Efforts to have a 3.2-acre piece of property in Marion County rezoned from agricultural to commercial did not end with county commission’s “no” vote in early October. Lois Damron, the owner of the property, is asking the 10th judicial circuit court for a review and declaratory judgement that results in the property being rezoned commercial.

According to court documents, the petition was filed Oct. 31 on Damron’s behalf by John Wilcox of Wilcox & Williams, LLC. A hearing date has yet to be scheduled. The matter has been assigned to Judge Rachel Bringer Shepherd.

The petition notes that after two public hearings before the county’s planning and zoning committee, on Sept. 28 the rezoning request was approved by the committee on a 6-0 vote.

The rezoning request then went before the county commissioners at their Oct. 2 meeting.
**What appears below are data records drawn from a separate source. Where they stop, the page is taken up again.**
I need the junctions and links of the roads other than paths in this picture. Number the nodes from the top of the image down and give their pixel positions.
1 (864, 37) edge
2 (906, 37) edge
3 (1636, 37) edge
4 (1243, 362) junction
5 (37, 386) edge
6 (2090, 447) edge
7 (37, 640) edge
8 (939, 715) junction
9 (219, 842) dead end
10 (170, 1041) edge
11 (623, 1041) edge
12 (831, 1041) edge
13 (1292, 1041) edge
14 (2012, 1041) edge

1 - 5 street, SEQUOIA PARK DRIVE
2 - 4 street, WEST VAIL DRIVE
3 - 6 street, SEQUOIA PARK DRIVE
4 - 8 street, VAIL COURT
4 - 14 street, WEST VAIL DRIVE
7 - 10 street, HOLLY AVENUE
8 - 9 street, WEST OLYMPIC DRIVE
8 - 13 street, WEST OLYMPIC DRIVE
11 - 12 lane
On a vote of 2-1 the commissioners rejected the request to allow the triangle-shaped piece of property between Highway MM and U.S. 36 to be rezoned.

The petition points out that neither of the commissioners who voted to deny the request — Steve Begley and Larry Welch — attended the earlier hearings before the planning and zoning committee.

Wilcox contends it is legal to take the matter to the circuit court since the matter went before the commission as a “non-contested” case since “there was no evidence adduced, no sworn testimony, no opportunity to cross-examine witnesses, and no court reporter to record the proceedings.”

He adds in the petition that in a “non-contested” case “the circuit court does not review the administrative record, but hears evidence, determines facts, and adjudges the validity of the agency decision.”

While Presiding Commissioner Lyndon Bode declined to comment on Damron’s legal action, based on his remarks following the commission’s Oct. 2 vote, he is not surprised.

“It could still go on to legal action as we’re aware of what’s happened in the past,” he said, referring to a procedural challenge that was filed after the rezoning request was approved by the commission in January 2013, which prompted the Damron family to start the rezoning process over.

The Damron family would like to locate Hannibal Industrial Paint on the property, which reportedly has been deemed not suitable for residential use or as crop land. Damron told the commission on Oct. 2 that the “proposed business meets DNR (Department of Natural Resources) and EPA (Environmental Protection Agency) requirements.”

On Oct. 2, nearby property owners expressed concern over possible chemical emissions from the business and over the impact the business might have on property values and landowners’ ability to sell their land in the future.